> [ACTIVITY] Work out how many lines in the material beneath contain "Vale". Give only that number.
---
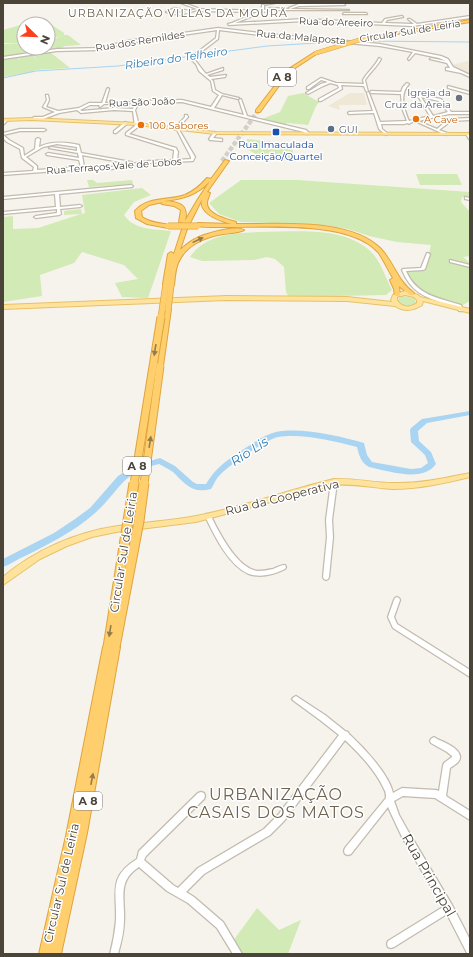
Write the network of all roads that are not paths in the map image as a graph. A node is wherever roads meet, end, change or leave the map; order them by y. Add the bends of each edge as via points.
1 (182, 3) edge
2 (274, 3) edge
3 (344, 4) edge
4 (288, 9) junction
5 (198, 10) junction
6 (341, 10) junction
7 (348, 10) dead end
8 (188, 11) junction
9 (262, 11) junction
10 (180, 14) junction
11 (344, 14) junction
12 (366, 14) dead end
13 (253, 15) junction
14 (187, 16) dead end
15 (402, 17) dead end
16 (470, 17) edge
17 (409, 18) dead end
18 (348, 22) junction
19 (470, 22) edge
20 (252, 23) junction
21 (229, 24) junction
22 (383, 24) junction
23 (416, 24) junction
24 (200, 28) dead end
25 (213, 29) junction
26 (218, 29) junction
27 (414, 52) junction
28 (3, 58) edge
29 (380, 59) dead end
30 (409, 59) dead end
31 (431, 59) dead end
32 (448, 62) junction
33 (222, 68) dead end
34 (206, 75) junction
35 (225, 76) dead end
36 (470, 76) edge
37 (210, 78) junction
38 (331, 82) junction
39 (339, 84) junction
40 (408, 84) dead end
41 (365, 85) junction
42 (450, 86) dead end
43 (308, 88) dead end
44 (108, 89) dead end
45 (368, 92) junction
46 (307, 93) dead end
47 (401, 93) junction
48 (470, 93) edge
49 (220, 94) junction
50 (47, 96) dead end
51 (320, 100) dead end
52 (139, 101) junction
53 (103, 104) junction
54 (212, 108) junction
55 (77, 109) junction
56 (134, 110) junction
57 (260, 111) tunnel mouth
58 (58, 112) junction
59 (375, 112) junction
60 (349, 113) dead end
61 (450, 113) junction
62 (470, 113) edge
63 (186, 116) dead end
64 (246, 117) junction
65 (432, 117) junction
66 (24, 119) junction
67 (470, 119) edge
68 (4, 120) edge
69 (408, 121) junction
70 (415, 122) junction
71 (126, 123) junction
72 (379, 123) junction
73 (3, 124) edge
74 (137, 124) junction
75 (177, 129) junction
76 (44, 130) dead end
77 (437, 130) junction
78 (380, 131) junction
79 (115, 132) dead end
80 (215, 133) junction
81 (307, 133) junction
82 (446, 134) junction
83 (3, 135) edge
84 (469, 135) edge
85 (38, 139) dead end
86 (222, 140) dead end
87 (51, 148) dead end
88 (37, 149) junction
89 (80, 153) junction
90 (48, 154) dead end
91 (23, 158) junction
92 (81, 159) junction
93 (175, 161) junction
94 (137, 164) junction
95 (83, 168) junction
96 (35, 171) junction
97 (3, 174) edge
98 (209, 178) junction
99 (131, 186) dead end
100 (209, 186) junction
101 (101, 189) junction
102 (46, 194) junction
103 (57, 194) junction
104 (3, 198) edge
105 (80, 206) dead end
106 (59, 208) junction
107 (3, 213) edge
108 (36, 217) dead end
109 (182, 222) junction
110 (168, 225) junction
111 (198, 225) junction
112 (259, 226) junction
113 (281, 229) junction
114 (428, 254) dead end
115 (450, 261) dead end
116 (470, 266) edge
117 (174, 268) junction
118 (168, 284) junction
119 (412, 294) junction
120 (396, 296) junction
121 (419, 298) junction
122 (347, 299) junction
123 (396, 304) junction
124 (3, 307) edge
125 (416, 307) junction
126 (447, 307) junction
127 (461, 310) junction
128 (470, 311) edge
129 (470, 475) edge
130 (334, 482) junction
131 (208, 516) junction
132 (283, 567) dead end
133 (326, 577) dead end
134 (3, 582) edge
135 (397, 600) dead end
136 (111, 647) junction
137 (470, 674) edge
138 (296, 699) dead end
139 (345, 734) junction
140 (434, 741) dead end
141 (201, 796) dead end
142 (442, 796) junction
143 (390, 799) junction
144 (470, 816) edge
145 (348, 851) dead end
146 (140, 862) junction
147 (179, 893) junction
148 (449, 908) junction
149 (391, 944) dead end
150 (470, 950) edge
151 (44, 954) edge
152 (55, 954) edge
153 (114, 954) edge
154 (238, 954) edge

1 - 5 street
2 - 9 street via 263,5
3 - 4 street via 299,5
3 - 6 street
4 - 6 street
4 - 9 street
5 - 8 street
5 - 9 street
6 - 7 street
6 - 11 street
8 - 10 street
8 - 10 street via 175,9 165,12
9 - 13 street
10 - 14 street
11 - 12 street
11 - 18 street
13 - 20 street
13 - 21 street
15 - 22 street via 384,20
16 - 23 street, Rua do Areeiro
17 - 23 street
18 - 20 street, Rua do Areeiro via 304,20
18 - 22 street, Rua do Areeiro
19 - 57 highway, Circular Sul de Leiria / A 8, bridge via 367,38 318,54 288,74
20 - 21 street, Rua do Areeiro
21 - 26 street
22 - 23 street, Rua do Areeiro
24 - 25 street
25 - 26 street, Rua dos Remildes
25 - 28 street, Rua dos Remildes via 127,42 99,49 63,50
26 - 27 street, Rua da Malaposta via 374,44
26 - 34 street via 216,39 192,56
27 - 30 street
27 - 32 street, Rua da Malaposta via 440,57
29 - 41 street via 364,80
31 - 32 street
32 - 36 street via 452,69
33 - 34 street
34 - 37 street
35 - 37 street
37 - 49 street via 214,90
38 - 39 street
38 - 43 street via 322,79 313,82
38 - 46 street
39 - 41 street
39 - 51 street via 341,88
40 - 47 street
41 - 45 street
42 - 48 street
44 - 53 street
45 - 47 street
45 - 59 street
47 - 69 street
49 - 54 street
49 - 64 street via 239,99
50 - 58 street via 48,100 44,107
52 - 53 street, Rua São João
52 - 54 street, Rua São João via 180,101
52 - 56 street
53 - 55 street, Rua São João via 89,104
54 - 64 street, Rua São João
55 - 56 street via 81,112
55 - 58 street, Rua São João
56 - 74 street via 133,115
58 - 66 street, Rua São João via 42,118
59 - 60 street
59 - 72 street
61 - 62 street
61 - 65 street
61 - 65 street via 440,100 420,96
63 - 75 street via 188,117
64 - 81 street, Rua São João
65 - 70 street
66 - 68 main road
66 - 71 main road
67 - 77 street via 450,120
68 - 73 street
69 - 70 street
69 - 72 street
70 - 77 street
71 - 74 main road
71 - 79 street
72 - 78 street
74 - 75 main road
74 - 93 street via 127,134 175,149
75 - 80 main road
75 - 93 street, Rua Terraços Vale de Lobos via 193,157 192,160
76 - 83 street via 20,130
77 - 82 street
78 - 81 main road
78 - 82 main road via 386,134
80 - 81 main road
80 - 86 street via 210,139
82 - 84 main road
83 - 91 street via 8,142 22,149
85 - 88 street
87 - 89 street
88 - 89 street via 58,142 78,146
88 - 91 street
89 - 92 street
89 - 94 street
90 - 92 street
91 - 96 street via 36,167
92 - 95 street
93 - 94 street, Rua Terraços Vale de Lobos
94 - 95 street, Rua Terraços Vale de Lobos via 112,168
95 - 96 street, Rua Terraços Vale de Lobos
96 - 97 street, Rua Terraços Vale de Lobos
98 - 100 highway, Circular Sul de Leiria / A 8 via 224,161
98 - 109 highway, Circular Sul de Leiria / A 8
98 - 110 highway via 194,192 183,197 151,203 143,206 138,212 143,221
99 - 101 street
100 - 112 highway via 204,202 211,214 230,222
100 - 117 highway, Circular Sul de Leiria / A 8 via 186,224
101 - 102 street
101 - 103 street
102 - 103 street
102 - 104 street
103 - 106 street
105 - 106 street
106 - 107 street
106 - 108 street via 59,214
109 - 110 highway via 183,210 174,204 156,204 142,211 147,220
109 - 118 highway, Circular Sul de Leiria / A 8 via 172,249
110 - 111 highway, bridge
111 - 112 highway
111 - 113 highway
112 - 119 highway via 331,229 360,237 382,253 402,287
117 -> 113 highway via 183,250 204,237 237,230
113 - 120 highway via 333,232 367,244 381,258 396,286
114 - 127 street via 423,269 404,270 410,283 420,292 459,306
115 - 116 street
117 - 118 highway, Circular Sul de Leiria / A 8
118 - 136 highway, Circular Sul de Leiria / A 8, bridge via 138,521
119 - 120 main road
119 - 121 main road
120 - 122 main road
120 - 123 main road
121 - 125 main road via 421,302
121 - 126 main road
122 - 123 main road
122 - 124 main road via 200,298
123 - 125 main road via 407,308
125 - 126 main road
126 - 127 main road
127 - 128 main road
129 - 130 main road, Rua da Cooperativa via 405,486 387,486 353,480
130 - 131 main road, Rua da Cooperativa
130 - 133 street
131 - 132 street via 224,545 248,570 265,573
131 - 134 main road, Rua da Cooperativa via 106,530 34,560
135 - 137 street via 391,617 395,626
136 - 151 highway, Circular Sul de Leiria / A 8 via 72,836
152 -> 136 highway, Circular Sul de Leiria / A 8 via 81,833
138 - 139 street, Rua Principal
139 - 143 street, Rua Principal via 380,775 388,787
139 - 147 street via 281,818 267,832 201,871
140 - 142 street via 456,754 456,758 447,766
141 - 146 street via 142,854
142 - 143 street via 407,791
142 - 144 street
143 - 145 street
143 - 148 street, Rua Principal via 397,820
146 - 147 street
146 - 153 street via 126,872 120,883 120,920
147 - 154 street via 220,925
148 - 149 street
148 - 150 street, Rua Principal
---
> [RESPONSE TO THIS EXERCISE] 5